Abstract

Finite displacement gradients measured at fault tips appear to contradict the predictions of the post-yield fracture mechanics (PYFM) model for fault tip propagation proposed by Cowie, P. A. and Scholz, C. H. (1992) Journal of Structural Geology, 14, 1133-1148. The results of a high resolution survey of a 3.6 km long normal fault in SE Utah are presented as evidence that the contradiction is real and not simply due to problems of limited resolution. A theoretical explanation for finite tip gradients is then proposed which involves a positive stress feedback between sequential fault slip increments. According to this growth model, strength heterogeneities on a fault surface limit the size of individual ruptures so that only a patch of the fault moves at any one time. Each slipping patch produces a stress perturbation which raises the shear stress on adjacent healed portions of the fault as well as the surrounding rock volume. Healing takes place after each slip event, allowing local strength recovery.
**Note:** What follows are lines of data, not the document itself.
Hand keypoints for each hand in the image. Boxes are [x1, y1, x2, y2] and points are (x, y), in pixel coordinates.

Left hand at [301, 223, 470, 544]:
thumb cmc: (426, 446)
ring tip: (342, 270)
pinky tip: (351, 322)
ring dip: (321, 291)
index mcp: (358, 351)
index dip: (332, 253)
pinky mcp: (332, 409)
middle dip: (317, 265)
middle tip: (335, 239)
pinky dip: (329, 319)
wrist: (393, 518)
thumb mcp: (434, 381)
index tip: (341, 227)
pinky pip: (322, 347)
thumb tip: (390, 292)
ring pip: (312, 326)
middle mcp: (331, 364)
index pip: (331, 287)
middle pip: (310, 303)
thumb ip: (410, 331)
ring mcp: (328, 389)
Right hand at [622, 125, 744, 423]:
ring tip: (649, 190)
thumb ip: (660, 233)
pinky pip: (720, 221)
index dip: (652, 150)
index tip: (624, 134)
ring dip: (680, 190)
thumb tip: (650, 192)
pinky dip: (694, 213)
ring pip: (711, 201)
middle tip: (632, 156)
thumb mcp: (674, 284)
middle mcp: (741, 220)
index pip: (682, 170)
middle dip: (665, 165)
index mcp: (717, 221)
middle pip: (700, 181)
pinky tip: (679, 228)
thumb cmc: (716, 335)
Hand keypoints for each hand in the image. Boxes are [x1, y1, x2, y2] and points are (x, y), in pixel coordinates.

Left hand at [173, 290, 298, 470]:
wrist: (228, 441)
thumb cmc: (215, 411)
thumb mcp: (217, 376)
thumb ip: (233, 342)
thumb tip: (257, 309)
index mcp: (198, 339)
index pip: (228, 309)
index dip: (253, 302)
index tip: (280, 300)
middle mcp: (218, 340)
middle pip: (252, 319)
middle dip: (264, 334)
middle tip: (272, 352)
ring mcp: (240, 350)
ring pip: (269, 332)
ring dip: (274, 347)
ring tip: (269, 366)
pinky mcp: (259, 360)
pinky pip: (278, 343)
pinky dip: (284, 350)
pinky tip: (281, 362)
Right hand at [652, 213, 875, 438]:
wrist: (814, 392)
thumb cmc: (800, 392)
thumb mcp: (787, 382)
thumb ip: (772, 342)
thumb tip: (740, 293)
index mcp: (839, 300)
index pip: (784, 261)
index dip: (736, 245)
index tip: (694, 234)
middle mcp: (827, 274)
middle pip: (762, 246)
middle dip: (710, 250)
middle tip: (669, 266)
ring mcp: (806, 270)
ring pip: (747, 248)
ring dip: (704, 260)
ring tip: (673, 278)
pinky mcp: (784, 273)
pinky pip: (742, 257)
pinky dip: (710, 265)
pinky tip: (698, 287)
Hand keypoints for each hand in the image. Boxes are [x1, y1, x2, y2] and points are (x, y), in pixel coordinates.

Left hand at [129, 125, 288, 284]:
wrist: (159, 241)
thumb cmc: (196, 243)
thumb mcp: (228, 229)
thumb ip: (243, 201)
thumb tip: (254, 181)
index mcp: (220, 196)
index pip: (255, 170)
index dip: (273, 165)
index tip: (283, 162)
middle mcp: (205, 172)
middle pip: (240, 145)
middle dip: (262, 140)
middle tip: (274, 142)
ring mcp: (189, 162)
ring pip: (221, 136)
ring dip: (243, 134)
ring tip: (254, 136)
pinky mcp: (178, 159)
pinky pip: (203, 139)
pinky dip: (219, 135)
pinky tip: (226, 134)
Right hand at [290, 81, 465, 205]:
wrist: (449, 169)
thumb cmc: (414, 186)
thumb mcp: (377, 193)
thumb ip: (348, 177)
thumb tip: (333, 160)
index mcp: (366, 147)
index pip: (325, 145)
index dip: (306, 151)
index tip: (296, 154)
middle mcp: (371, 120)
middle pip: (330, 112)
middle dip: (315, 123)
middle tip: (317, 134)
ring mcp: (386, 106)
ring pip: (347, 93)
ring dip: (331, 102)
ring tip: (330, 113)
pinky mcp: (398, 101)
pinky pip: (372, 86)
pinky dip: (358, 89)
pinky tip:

Using a simple two-dimensional planar fault model, we show that when the size of the slipping patch is much smaller than the dimensions of the fault plane, and strength recovery is geologically instantaneous, the displacement profile follows an approximately linear decrease towards the tip similar to natural examples. A bell-shaped displacement profile, with tip gradients that tend to zero, is predicted only in the special case where the size of each slip patch equals the fault plane dimensions. Our main modification of the earlier model is that the size of the process zone wake, or frictional breakdown zone, scales with the dimensions of the slipping patch as opposed to the entire fault length. Model results show that the stress field at the tips of faults formed by this mechanism decays rapidly, so the range of significant interaction is small compared to the fault dimensions.